= Essays on Some Unsettled Questions of Political Economy =

1844 treatise by John Stuart Mill

Essays on Some Unsettled Questions of Political Economy (1844) is a treatise on political economics by John Stuart Mill. Walras' law, a principle in general equilibrium theory named in honour of Léon Walras, was first expressed by Mill in this treatise. Karl Marx remarked of the work, “The few original ideas of Mill Junior are contained in this narrow little volume, not in his fat, pedantic magnum opus.” The significance of this contribution of Mill has been analyzed by Manicas (1987) in his History & Philosophy of the Social Sciences as follows:

When Adam Smith published his work on The Wealth of Nations, 'political economy' referred to 'the art or practical science of managing the resources of nations, so as to increase its material wealth'. Smith conceived his project holistically and as substantially practical, not analytical. Successors of Smith accepted the broad outlines of his definition, but were concerned with transforming this historical and qualitative effort into a “science”. But where would the “laws” of this science come from? Mill provided a critical step towards the modern conception of the science of economics.
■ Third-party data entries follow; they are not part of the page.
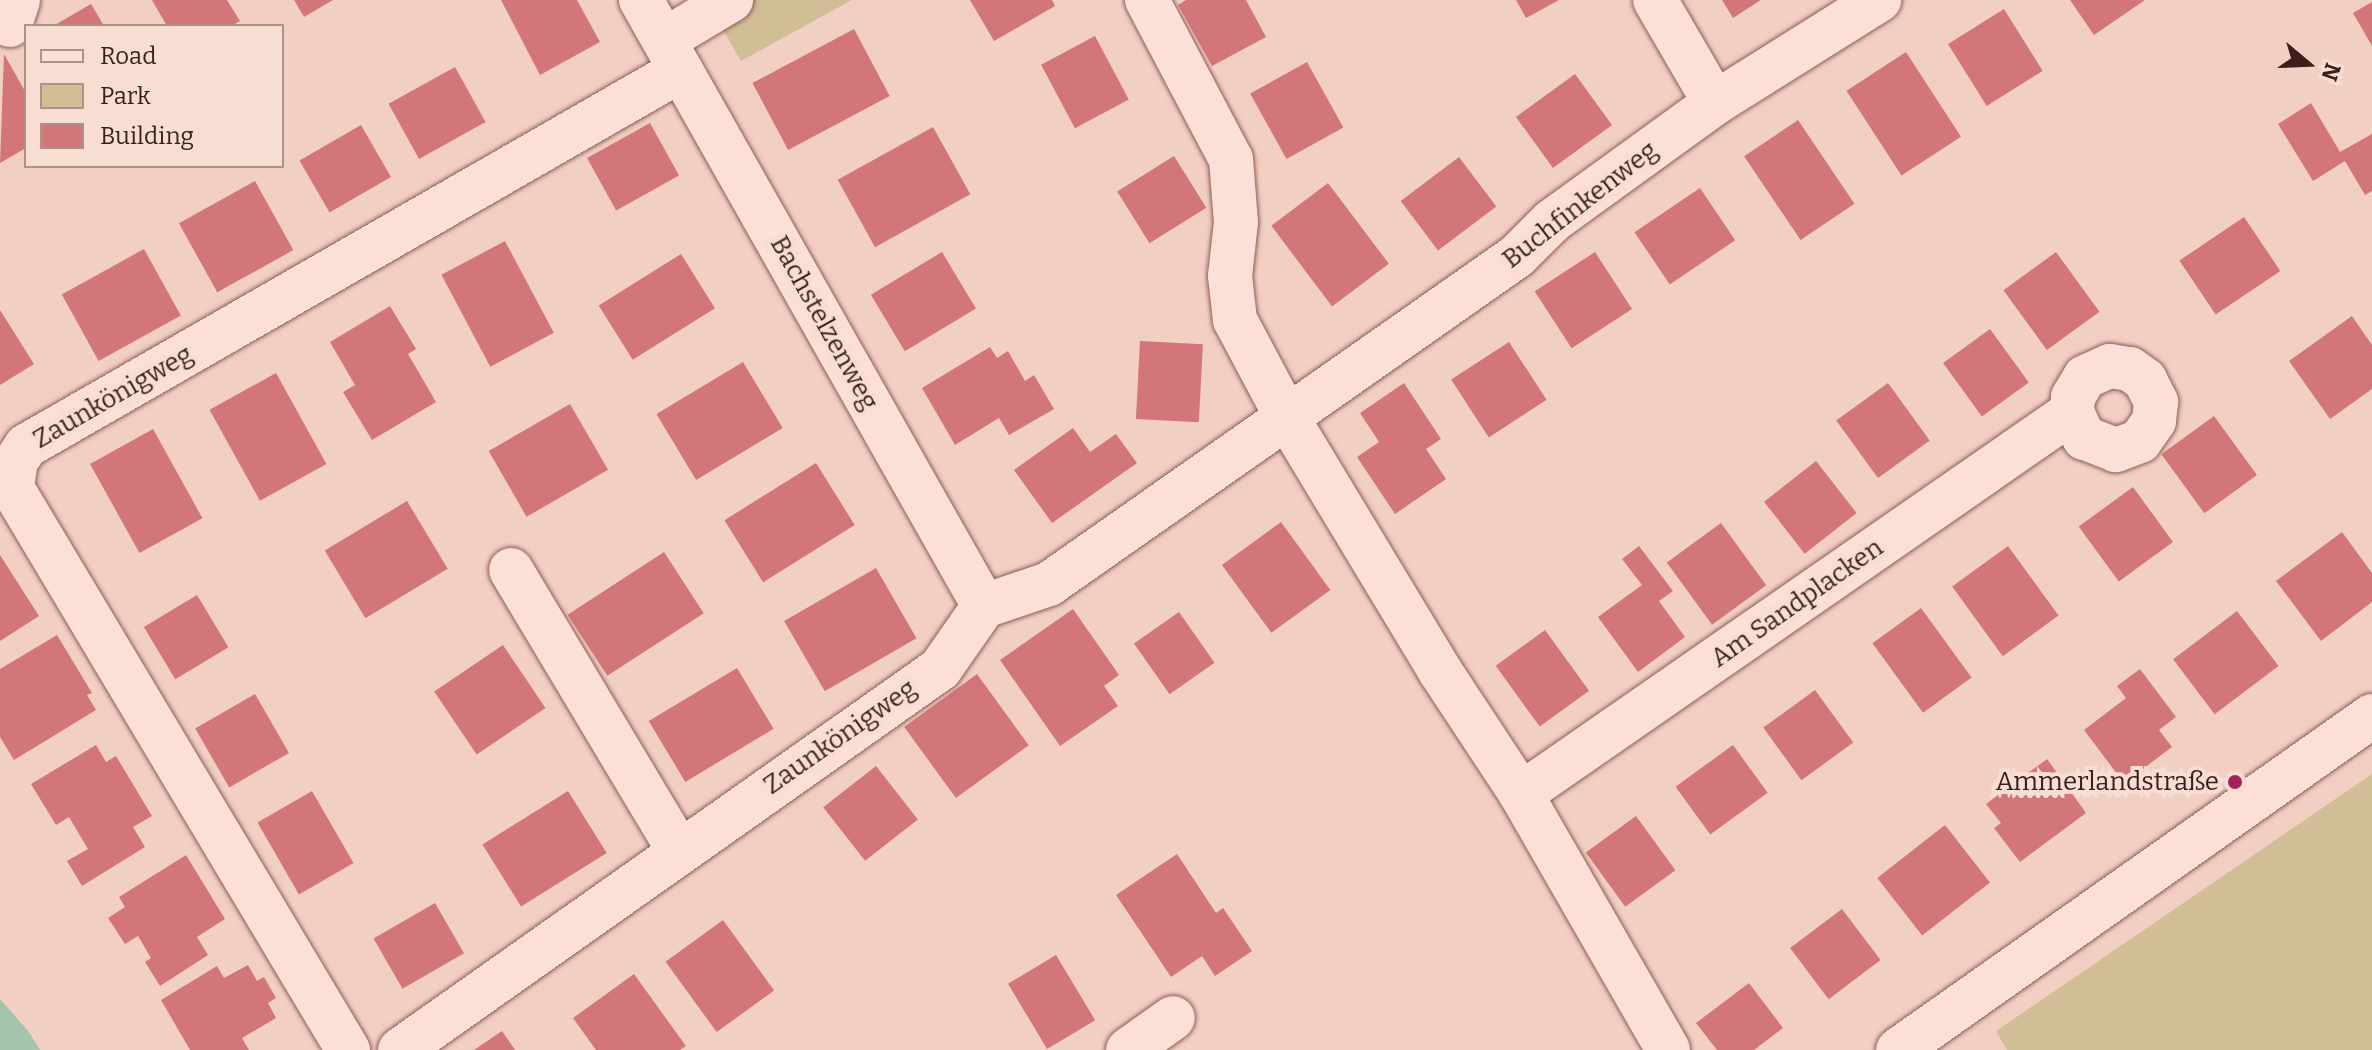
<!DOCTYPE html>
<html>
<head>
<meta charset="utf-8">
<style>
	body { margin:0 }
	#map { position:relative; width:2372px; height:1050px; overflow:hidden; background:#f2cfc3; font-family:Bitter,serif }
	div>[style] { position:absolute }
	.green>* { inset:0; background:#d1bd96 }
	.water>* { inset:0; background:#a5c4ad }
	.building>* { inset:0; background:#d37679; transform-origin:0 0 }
	.roads { filter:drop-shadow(0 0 2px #8e5c58) drop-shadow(0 0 2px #8e5c58) }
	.street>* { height:44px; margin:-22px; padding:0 22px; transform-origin:22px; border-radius:22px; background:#fce0d7 }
	.dots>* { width:22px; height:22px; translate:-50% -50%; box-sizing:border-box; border:4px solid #f8ddd3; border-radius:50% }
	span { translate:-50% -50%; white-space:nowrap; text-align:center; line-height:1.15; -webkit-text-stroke:8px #f8ddd3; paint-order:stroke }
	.street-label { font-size:26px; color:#3c1e1d }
	.poi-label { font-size:26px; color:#3c1e1d }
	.right { translate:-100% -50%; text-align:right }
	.legend { position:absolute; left:24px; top:24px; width:260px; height:144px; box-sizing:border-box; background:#f8ddd3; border:2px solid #ad918a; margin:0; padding:10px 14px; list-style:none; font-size:24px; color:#3c1e1d }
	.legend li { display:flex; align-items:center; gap:16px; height:40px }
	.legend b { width:40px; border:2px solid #ad918a }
	.north { position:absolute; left:2268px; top:24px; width:80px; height:80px; -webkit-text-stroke:6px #f8ddd3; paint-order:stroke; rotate:109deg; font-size:22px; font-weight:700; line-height:32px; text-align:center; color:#3c1e1d }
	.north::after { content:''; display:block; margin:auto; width:28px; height:36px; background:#3c1e1d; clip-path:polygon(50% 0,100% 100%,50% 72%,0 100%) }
</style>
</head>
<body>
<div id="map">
	<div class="green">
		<div style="clip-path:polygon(732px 0,852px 0,741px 61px,712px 11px)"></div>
		<div style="clip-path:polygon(2372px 774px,2372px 1050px,2007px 1050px,1996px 1031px)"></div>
	</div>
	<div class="water">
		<div style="clip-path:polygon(0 999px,29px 1032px,40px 1050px,0 1050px)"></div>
	</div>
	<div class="building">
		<div style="clip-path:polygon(152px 0,227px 0,240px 21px,231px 26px,167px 26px)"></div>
		<div style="clip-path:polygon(294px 0,333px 0,304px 17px)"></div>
		<div style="clip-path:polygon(501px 0,577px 0,600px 42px,540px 75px)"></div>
		<div style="clip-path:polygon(970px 0,1052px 0,1055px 6px,994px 41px)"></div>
		<div style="clip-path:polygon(1186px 0,1246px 0,1266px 37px,1212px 66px,1178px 5px)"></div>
		<div style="clip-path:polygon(1516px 0,1559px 0,1526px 18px)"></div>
		<div style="clip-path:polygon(1722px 0,1761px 0,1733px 18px)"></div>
		<div style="clip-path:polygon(2070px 0,2145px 0,2094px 35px)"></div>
		<div style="clip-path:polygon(2372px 2px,2372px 46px,2353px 13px)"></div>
		<div style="clip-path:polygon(91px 4px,104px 26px,53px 26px)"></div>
		<div style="left:2004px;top:9px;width:73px;height:66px;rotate:58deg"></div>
		<div style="left:854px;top:29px;width:76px;height:115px;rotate:62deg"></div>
		<div style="left:1095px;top:36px;width:72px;height:61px;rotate:62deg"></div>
		<div style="left:1906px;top:52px;width:101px;height:71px;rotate:57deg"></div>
		<div style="clip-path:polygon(4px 54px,26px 93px,26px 148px,0 163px)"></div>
		<div style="left:1307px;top:62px;width:75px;height:65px;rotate:61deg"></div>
		<div style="left:455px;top:67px;width:63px;height:76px;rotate:61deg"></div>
		<div style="left:1575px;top:74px;width:63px;height:73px;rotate:54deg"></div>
		<div style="clip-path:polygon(2311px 103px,2340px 152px,2372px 134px,2372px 191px,2365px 195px,2345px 161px,2313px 181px,2278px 124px)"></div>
		<div style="left:1798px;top:120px;width:101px;height:65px;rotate:56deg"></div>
		<div style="left:650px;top:123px;width:60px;height:72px;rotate:61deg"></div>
		<div style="left:361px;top:125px;width:60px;height:71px;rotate:60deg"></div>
		<div style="left:933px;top:127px;width:77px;height:109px;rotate:61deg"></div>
		<div style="left:1174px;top:156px;width:61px;height:67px;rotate:58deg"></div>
		<div style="left:1459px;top:157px;width:62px;height:73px;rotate:53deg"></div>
		<div style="left:255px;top:181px;width:79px;height:87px;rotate:61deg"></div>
		<div style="left:1328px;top:183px;width:101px;height:71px;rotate:53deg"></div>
		<div style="left:1700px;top:188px;width:63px;height:79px;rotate:56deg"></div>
		<div style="left:2244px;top:217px;width:65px;height:78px;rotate:56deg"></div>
		<div style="left:505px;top:241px;width:104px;height:72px;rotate:62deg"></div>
		<div style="left:144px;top:249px;width:76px;height:94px;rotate:61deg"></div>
		<div style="left:942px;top:252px;width:66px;height:83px;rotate:59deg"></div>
		<div style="left:1595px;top:252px;width:68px;height:72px;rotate:57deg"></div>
		<div style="left:2056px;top:252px;width:74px;height:65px;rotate:54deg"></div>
		<div style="left:681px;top:254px;width:64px;height:97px;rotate:58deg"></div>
		<div style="clip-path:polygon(390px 306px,416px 349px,408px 354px,436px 402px,372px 440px,343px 392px,355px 385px,330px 342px)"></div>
		<div style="clip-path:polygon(0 310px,34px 364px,0 385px)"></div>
		<div style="clip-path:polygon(2352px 316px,2372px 345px,2372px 389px,2330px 419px,2289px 361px)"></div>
		<div style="left:1990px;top:329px;width:66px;height:58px;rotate:54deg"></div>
		<div style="left:1140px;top:341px;width:63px;height:78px;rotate:3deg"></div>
		<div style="left:1509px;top:342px;width:69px;height:69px;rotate:57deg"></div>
		<div style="clip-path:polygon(990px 347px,997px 358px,1008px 351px,1025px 381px,1034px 375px,1054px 409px,1009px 435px,999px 418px,955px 445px,922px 388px)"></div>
		<div style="left:743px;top:362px;width:77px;height:101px;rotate:59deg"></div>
		<div style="left:276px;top:373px;width:104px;height:76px;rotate:61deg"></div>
		<div style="clip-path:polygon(1404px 383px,1441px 439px,1426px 449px,1446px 479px,1395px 514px,1357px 457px,1379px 442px,1360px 413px)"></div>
		<div style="left:1888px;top:383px;width:71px;height:64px;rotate:54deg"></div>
		<div style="left:570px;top:404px;width:76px;height:94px;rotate:60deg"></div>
		<div style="left:2214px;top:416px;width:73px;height:65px;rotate:54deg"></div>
		<div style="clip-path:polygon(1073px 428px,1090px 452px,1116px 434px,1137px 463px,1052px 523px,1014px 470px)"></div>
		<div style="left:153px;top:429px;width:102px;height:72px;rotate:61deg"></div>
		<div style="left:1816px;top:461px;width:66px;height:66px;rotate:52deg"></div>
		<div style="left:816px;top:463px;width:73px;height:108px;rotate:58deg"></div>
		<div style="left:2133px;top:487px;width:68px;height:67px;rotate:54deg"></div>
		<div style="left:407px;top:501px;width:79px;height:96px;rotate:59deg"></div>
		<div style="left:1281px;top:522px;width:84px;height:73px;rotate:54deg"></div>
		<div style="left:1721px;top:523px;width:77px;height:67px;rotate:54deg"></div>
		<div style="clip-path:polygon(2342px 532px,2372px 573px,2372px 602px,2321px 641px,2276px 581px)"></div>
		<div style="clip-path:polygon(1639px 546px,1673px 591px,1659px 601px,1685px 637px,1638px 672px,1598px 617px,1642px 585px,1622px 559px)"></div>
		<div style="left:2008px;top:546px;width:86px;height:69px;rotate:54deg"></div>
		<div style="left:664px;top:552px;width:73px;height:115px;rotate:57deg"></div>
		<div style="clip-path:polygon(0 555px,39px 616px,0 641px)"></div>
		<div style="left:876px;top:568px;width:81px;height:106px;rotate:60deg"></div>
		<div style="left:197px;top:595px;width:61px;height:62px;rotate:59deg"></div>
		<div style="left:1921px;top:608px;width:86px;height:60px;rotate:54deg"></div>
		<div style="clip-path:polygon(1073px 609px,1119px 675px,1104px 686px,1118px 706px,1060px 746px,1000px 660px)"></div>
		<div style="left:2237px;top:611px;width:69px;height:80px;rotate:53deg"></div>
		<div style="left:1179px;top:612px;width:62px;height:55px;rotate:55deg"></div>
		<div style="left:1545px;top:630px;width:75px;height:61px;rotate:54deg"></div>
		<div style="clip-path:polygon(57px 635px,92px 693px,87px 695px,96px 710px,14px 760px,0 737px,0 669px)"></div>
		<div style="left:503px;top:645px;width:76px;height:83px;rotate:56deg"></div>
		<div style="left:737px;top:668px;width:71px;height:103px;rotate:59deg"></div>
		<div style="clip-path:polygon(2140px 669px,2176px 717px,2159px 730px,2172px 747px,2124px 783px,2084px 730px,2126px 698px,2117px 686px)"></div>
		<div style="left:977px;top:674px;width:88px;height:90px;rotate:54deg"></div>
		<div style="left:1815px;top:690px;width:65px;height:64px;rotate:54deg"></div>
		<div style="left:255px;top:694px;width:68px;height:69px;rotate:60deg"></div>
		<div style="clip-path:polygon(96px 745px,106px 762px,116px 756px,152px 816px,133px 827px,145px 847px,82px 886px,67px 861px,88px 849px,69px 817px,56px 825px,31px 784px)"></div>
		<div style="left:1733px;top:745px;width:59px;height:71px;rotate:54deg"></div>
		<div style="clip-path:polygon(2047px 759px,2086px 813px,2020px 862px,1994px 828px,2001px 823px,1986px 804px)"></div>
		<div style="left:876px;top:766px;width:68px;height:67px;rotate:52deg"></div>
		<div style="left:312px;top:791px;width:83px;height:63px;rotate:60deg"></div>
		<div style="left:568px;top:791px;width:73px;height:101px;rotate:58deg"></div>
		<div style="left:1636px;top:816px;width:67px;height:62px;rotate:54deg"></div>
		<div style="left:1945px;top:825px;width:73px;height:86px;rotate:52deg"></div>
		<div style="clip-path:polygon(1177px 854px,1216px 913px,1223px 908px,1252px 951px,1215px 976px,1202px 956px,1171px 977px,1116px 895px)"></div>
		<div style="clip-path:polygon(186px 855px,225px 919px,197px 937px,208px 955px,160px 986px,145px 962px,151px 958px,138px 936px,125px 944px,108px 918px,125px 907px,119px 897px)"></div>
		<div style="left:435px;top:903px;width:58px;height:71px;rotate:60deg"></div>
		<div style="left:1842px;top:909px;width:64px;height:65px;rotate:53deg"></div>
		<div style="left:723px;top:920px;width:87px;height:71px;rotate:54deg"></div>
		<div style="left:1056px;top:955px;width:76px;height:56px;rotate:59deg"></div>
		<div style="clip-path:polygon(248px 965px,257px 981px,264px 977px,276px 998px,268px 1003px,276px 1018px,242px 1038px,249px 1050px,190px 1050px,161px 1000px,217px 966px,224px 978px)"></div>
		<div style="clip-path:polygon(634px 974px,686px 1046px,680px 1050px,596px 1050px,573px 1018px)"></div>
		<div style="clip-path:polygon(1749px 983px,1783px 1028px,1754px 1050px,1717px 1050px,1696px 1023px)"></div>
		<div style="clip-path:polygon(502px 1031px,515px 1050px,474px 1050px)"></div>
	</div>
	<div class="roads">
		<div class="street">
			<div style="left:641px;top:0;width:696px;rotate:60.49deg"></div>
			<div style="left:1147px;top:0;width:180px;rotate:62.2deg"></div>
			<div style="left:1231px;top:159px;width:63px;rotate:85.5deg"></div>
			<div style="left:1236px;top:222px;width:54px;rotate:96.3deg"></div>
			<div style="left:1230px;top:276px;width:44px;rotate:83.5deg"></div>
			<div style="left:1235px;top:320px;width:106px;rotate:62deg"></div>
			<div style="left:1285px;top:414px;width:300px;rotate:58.9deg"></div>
			<div style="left:1440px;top:671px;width:147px;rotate:56.6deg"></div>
			<div style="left:1521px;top:794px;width:295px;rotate:60.1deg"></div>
			<div style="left:1655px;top:0;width:119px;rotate:59.8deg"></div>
			<div style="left:10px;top:25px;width:26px;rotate:-72deg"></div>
			<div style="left:666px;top:39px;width:76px;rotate:-31deg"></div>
			<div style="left:511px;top:570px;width:325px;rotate:59.1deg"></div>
			<div style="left:984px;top:606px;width:69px;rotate:-18.7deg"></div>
			<div style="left:1049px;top:584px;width:571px;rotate:-35.02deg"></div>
			<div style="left:1517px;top:256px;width:49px;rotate:-45deg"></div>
			<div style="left:1552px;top:221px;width:201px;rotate:-35.9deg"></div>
			<div style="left:1715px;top:103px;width:194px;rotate:-32.1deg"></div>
			<div style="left:1521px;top:794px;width:670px;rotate:-34.73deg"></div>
			<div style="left:2072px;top:412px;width:15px;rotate:-86deg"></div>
			<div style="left:2073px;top:397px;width:23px;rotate:-59deg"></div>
			<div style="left:2085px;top:377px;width:27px;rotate:-24deg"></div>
			<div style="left:2110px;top:366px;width:20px;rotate:9deg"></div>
			<div style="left:2130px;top:369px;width:19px;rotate:36deg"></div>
			<div style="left:2145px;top:380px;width:25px;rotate:63deg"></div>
			<div style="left:2156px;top:402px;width:19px;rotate:96deg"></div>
			<div style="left:2154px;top:421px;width:24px;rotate:125deg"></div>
			<div style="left:2140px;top:441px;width:26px;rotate:159deg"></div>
			<div style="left:2116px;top:450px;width:34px;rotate:-159deg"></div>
			<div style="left:2084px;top:438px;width:29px;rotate:-115deg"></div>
			<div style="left:348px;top:1050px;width:655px;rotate:-120.87deg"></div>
			<div style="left:12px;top:488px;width:27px;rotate:-82deg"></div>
			<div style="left:16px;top:461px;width:18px;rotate:-56deg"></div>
			<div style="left:26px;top:446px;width:755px;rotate:-29.86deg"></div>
			<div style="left:400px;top:1050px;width:661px;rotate:-35.21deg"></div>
			<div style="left:940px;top:669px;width:77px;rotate:-55.1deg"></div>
			<div style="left:1128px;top:1050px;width:55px;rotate:-35.4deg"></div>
			<div style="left:1898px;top:1050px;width:580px;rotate:-35.17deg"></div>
		</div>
	</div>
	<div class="dots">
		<div style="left:2235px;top:782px;background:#a2235d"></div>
	</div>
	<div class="street-label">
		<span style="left:1580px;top:205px;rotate:-38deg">Buchfinkenweg</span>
		<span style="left:824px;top:323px;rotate:61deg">Bachstelzenweg</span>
		<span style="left:113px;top:397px;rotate:-30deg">Zaunkönigweg</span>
		<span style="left:1797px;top:603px;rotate:-35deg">Am Sandplacken</span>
		<span style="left:840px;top:737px;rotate:-35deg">Zaunkönigweg</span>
	</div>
	<div class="poi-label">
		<span class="right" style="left:2219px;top:782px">Ammerlandstraße</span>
	</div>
	<ul class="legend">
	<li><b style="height:10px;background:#fce0d7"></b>Road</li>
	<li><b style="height:22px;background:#d1bd96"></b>Park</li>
	<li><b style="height:22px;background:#d37679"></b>Building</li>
	</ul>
	<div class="north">N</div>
</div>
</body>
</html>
He settled this “unsettled” question in his definition of economics as "The science which treats of the production and distribution of wealth, so far as they depend upon the laws of human nature." The "science" would come from the 'laws of human nature' which 'appertain to man as a mere individual'. They 'form a part of the subject of pure mental philosophy'. There are other 'principles of human nature which are peculiarly connected with the ideas and feelings generated in man by living in a state of society'. These laws 'form the subject of a branch of science which may be aptly designated from the title of social economy, somewhat less happily by that of speculative politics, or the science of politics ...'. Mill settled the "unsettled" questions by clarifying that political economy proceeded from principles of human nature, that it was abstract and deductive, and significantly, that it had an autonomous subject-matter – the laws of 'the economy'.